Ольга никому не рассказала о разговоре с Васильевым. И старалась выкинуть его из памяти поскорее. Но чем больше старалась, тем чаще вспоминала его.
Управляющий тоже не показывался в Усолье. И хотя Новый год уже прошел, никто не звал ссыльных баб помочь совхозу. Не сворачивала машина в Усолье. Никто из совхозных не объявлялся в селе. А бабы постоянно спрашивали Ольгу, когда им снова идти в совхоз.
— Не больше всех знаю. Нужны будем — позовут. Может, своими силами решили обойтись, — обрубала мрачно.

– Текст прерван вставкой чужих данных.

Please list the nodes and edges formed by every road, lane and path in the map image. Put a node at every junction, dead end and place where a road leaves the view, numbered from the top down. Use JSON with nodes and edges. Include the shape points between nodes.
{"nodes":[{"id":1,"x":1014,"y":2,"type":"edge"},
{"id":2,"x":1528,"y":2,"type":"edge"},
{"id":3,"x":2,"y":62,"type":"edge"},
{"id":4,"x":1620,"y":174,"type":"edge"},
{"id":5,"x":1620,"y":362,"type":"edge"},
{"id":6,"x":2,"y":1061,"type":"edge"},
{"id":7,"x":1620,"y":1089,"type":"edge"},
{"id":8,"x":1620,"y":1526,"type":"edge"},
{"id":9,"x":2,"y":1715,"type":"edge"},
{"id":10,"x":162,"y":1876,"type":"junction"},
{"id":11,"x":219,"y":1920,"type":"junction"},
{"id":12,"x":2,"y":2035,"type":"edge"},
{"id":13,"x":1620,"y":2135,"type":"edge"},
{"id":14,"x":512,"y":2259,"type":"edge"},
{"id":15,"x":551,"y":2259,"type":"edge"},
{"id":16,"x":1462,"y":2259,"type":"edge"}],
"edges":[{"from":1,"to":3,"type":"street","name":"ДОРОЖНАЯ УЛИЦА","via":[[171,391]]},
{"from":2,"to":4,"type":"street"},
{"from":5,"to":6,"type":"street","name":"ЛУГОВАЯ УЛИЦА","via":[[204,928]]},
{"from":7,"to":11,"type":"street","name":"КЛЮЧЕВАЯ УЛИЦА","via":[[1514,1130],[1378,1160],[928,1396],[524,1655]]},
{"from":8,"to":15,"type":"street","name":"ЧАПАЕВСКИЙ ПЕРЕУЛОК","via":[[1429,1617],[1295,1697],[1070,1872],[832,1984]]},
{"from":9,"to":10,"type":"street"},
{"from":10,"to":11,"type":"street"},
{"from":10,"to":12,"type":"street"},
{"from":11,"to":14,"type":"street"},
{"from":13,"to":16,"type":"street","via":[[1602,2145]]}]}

Ольга не раз вспоминала тот разговор с Васильевым. Права ли она была? Или он правду говорил? Если не врал, почему теперь не объявляется? Видно, отбила она ему охоту в тот день говорить с нею на эту тему? А может, решил, что от радости, я, как баба, легко поддамся на его уговоры. Ведь стать его любовницей выгодно и удобно. Но когда понял, что камешек не по зубам, отступился… Уж теперь не приедет в Усолье. А то, ишь, повод нашел, шашни завести заодно. «Не тут-то было!»— улыбается Ольга, довольная собою.
Но случались и другие внутренние монологи. Особо по ночам. Утром, она сама себе в них бы не признавалась.
А ведь видный человек, этот Евгений Федорович- И не старый вовсе. Всего на два года старше Степки. Но разве чета ему? И лицо, и рост… И образование… О любви своей, как говорил, от Степки слова такого не дождешься до самого гроба. Молчит. А ведь я его детей ращу. Хотя бы словечко доброе когда из себя выдавил. Так нет. Все присматривается. Все — Ольга! Ни разу Оленькой, Олюшкой не назвал. Словно облысеет от теплого слова! Все душу и язык в кулаке прячет. А этот — весь нараспашку. Бесхитростный. Даже не зная меня, ждать хотел. Годы. А может, всю жизнь. Это, верно, от того, что одиноко живется ему? А и мне, легко разве. В чужой семье. До гроба в мачехах останусь. А ему — Женьке, я своею бы враз стала. И воспитание у нас одинаково. Оба пережили многое. Жили бы друг для друга. Как голуби…
— Чего вздыхаешь больной коровой? — поворачивается Степан внезапно и добавляет — Какой червяк жопу точит? Иль болячка завелась?